Lyu Zhiguo, leading the team of researchers at the Hypervelocity Aerodynamics Institute under the China Aerodynamics Research and Development Center in Mianyang, has stated that China has built the world’s largest free-piston driven expansion tube wind tunnel with high enthalpy; heat intensity in the air is measured by enthalpy.
According to Chinese researchers, this new wind tunnel is expected to support a diverse range of missions; both military and commercial. Such missions are likely to include: launch of Chinese astronauts to the moon; development of hypersonic aircraft that could go anywhere in the world in “just one hour”; high-level national engineering projects like the lunar landing project’s return capsule; development of interstellar exploration aircraft that can enter alien atmospheres, and; scramjet-powered aircraft and missiles that can travel at hypersonic speeds.
China has built the world’s largest piston-driven shock wind tunnel which can simulate flight conditions of “more than 33 times the speed of sound” for hypersonic weapon research and space programmes
China also claims to have made a big breakthrough in hypersonic flight communication to maintain consistent contact with vehicles travelling at Mach 5 plus speed. According to scientists from the Beijing-based Science and Technology in Space Physics Laboratory, the system might enable ground control to maintain consistent communication with a hypersonic vehicle as it flies at a high altitude at speeds up to 20 times the speed of sound. Previous research by a different team of Chinese researchers had claimed that a hypersonic weapon could connect with and pinpoint targets using 6G technology, avoiding some of the blackout problems that arise at five times the speed of sound or faster.
In a report published in the Chinese journal ‘Missiles and Space Vehicles’ on August 10, 2022, Li Bin, leading the researchers team, called it a big breakthrough, implying that Chinese scientists could prevent the communication blackout that occurs when artificial objects (like ballistic missiles and re-entry capsules) achieve hypersonic speed in the atmosphere. According to tests performed, a high-frequency communication network comprising on-ground stations, orbiting satellites, and seagoing vessels may be used to overcome the communication blackout with a hypersonic missile; the network allowing real-time streaming of data collected by sensors on a hypersonic platform.
China also claims to have made a big breakthrough in hypersonic flight communication to maintain consistent contact with vehicles travelling at Mach 5 plus speed
Flight control for Chinese hypersonic weapons is primarily carried out in the military’s high-frequency Ka-band. Its signals have a stronger beam that can penetrate the plasma barrier. Bin’s team also discovered that a pointed tip at the front of the weapon could thin the plasma sheath and enhance communication. They also investigated gallium nitride (GaN) semiconductor technology for hypersonic communication. They discovered that employing GaN in the Ka-band power amplifier could help to resolve the tension between transmission power and power consumption.
With base stations in Africa, South Americaand Northern Europe, China has built one of the largest communication networks in the world.

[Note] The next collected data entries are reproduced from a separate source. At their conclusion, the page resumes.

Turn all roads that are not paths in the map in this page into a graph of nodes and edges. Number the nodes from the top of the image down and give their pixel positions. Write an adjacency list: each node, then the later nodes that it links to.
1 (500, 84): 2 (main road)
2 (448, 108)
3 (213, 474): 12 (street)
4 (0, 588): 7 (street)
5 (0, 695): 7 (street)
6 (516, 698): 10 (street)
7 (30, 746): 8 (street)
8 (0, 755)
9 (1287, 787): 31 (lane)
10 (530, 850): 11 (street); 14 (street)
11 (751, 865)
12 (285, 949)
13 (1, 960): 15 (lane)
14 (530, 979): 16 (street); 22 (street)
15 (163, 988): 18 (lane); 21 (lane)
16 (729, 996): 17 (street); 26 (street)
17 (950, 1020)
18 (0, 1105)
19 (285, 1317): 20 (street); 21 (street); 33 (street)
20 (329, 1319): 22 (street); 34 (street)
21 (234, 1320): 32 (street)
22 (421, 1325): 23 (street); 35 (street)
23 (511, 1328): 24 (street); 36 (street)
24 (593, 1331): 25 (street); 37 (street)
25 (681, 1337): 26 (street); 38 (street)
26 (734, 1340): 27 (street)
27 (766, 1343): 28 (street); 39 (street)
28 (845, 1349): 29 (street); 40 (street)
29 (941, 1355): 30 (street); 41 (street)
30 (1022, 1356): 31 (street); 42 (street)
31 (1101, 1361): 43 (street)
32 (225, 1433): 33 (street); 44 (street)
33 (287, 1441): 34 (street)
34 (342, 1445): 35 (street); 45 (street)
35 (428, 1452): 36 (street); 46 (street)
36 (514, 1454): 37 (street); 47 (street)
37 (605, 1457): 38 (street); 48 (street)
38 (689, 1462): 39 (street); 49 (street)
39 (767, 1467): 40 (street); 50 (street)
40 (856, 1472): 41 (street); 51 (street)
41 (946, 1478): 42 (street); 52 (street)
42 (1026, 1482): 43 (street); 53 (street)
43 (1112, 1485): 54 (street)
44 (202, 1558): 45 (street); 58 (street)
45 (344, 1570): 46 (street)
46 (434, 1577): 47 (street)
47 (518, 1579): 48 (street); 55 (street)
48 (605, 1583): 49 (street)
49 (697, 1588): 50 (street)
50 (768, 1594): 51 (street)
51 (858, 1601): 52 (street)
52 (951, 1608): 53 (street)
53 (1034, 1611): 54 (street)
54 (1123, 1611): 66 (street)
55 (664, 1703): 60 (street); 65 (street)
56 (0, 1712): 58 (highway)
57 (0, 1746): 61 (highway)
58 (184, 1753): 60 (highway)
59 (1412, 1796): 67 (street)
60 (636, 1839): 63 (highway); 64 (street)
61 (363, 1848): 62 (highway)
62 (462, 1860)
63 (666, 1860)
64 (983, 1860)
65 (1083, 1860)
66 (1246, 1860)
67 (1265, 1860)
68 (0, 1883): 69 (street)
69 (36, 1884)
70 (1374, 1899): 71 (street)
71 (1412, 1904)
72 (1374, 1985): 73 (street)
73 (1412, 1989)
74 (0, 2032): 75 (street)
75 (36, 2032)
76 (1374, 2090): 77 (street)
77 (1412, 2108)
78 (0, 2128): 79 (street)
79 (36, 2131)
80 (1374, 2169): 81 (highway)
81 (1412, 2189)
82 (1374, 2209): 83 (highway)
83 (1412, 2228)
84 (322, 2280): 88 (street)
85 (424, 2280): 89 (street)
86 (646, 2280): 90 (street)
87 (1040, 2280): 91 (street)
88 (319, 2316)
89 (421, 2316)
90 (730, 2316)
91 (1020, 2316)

Relay satellites and signal tracking ships expand coverage to isolated regions like the Arctic and Pacific oceans. A number of recent tests have established that with this network, hypersonic weapon communication could be established in 0.8 seconds. China’s recent breakthrough in hypersonic communications, together with its reach of global network implies that the Peoples’ Liberation Army (PLA) would use it to gather intelligence and have the ability to launch precise attacks on targets anywhere in the world.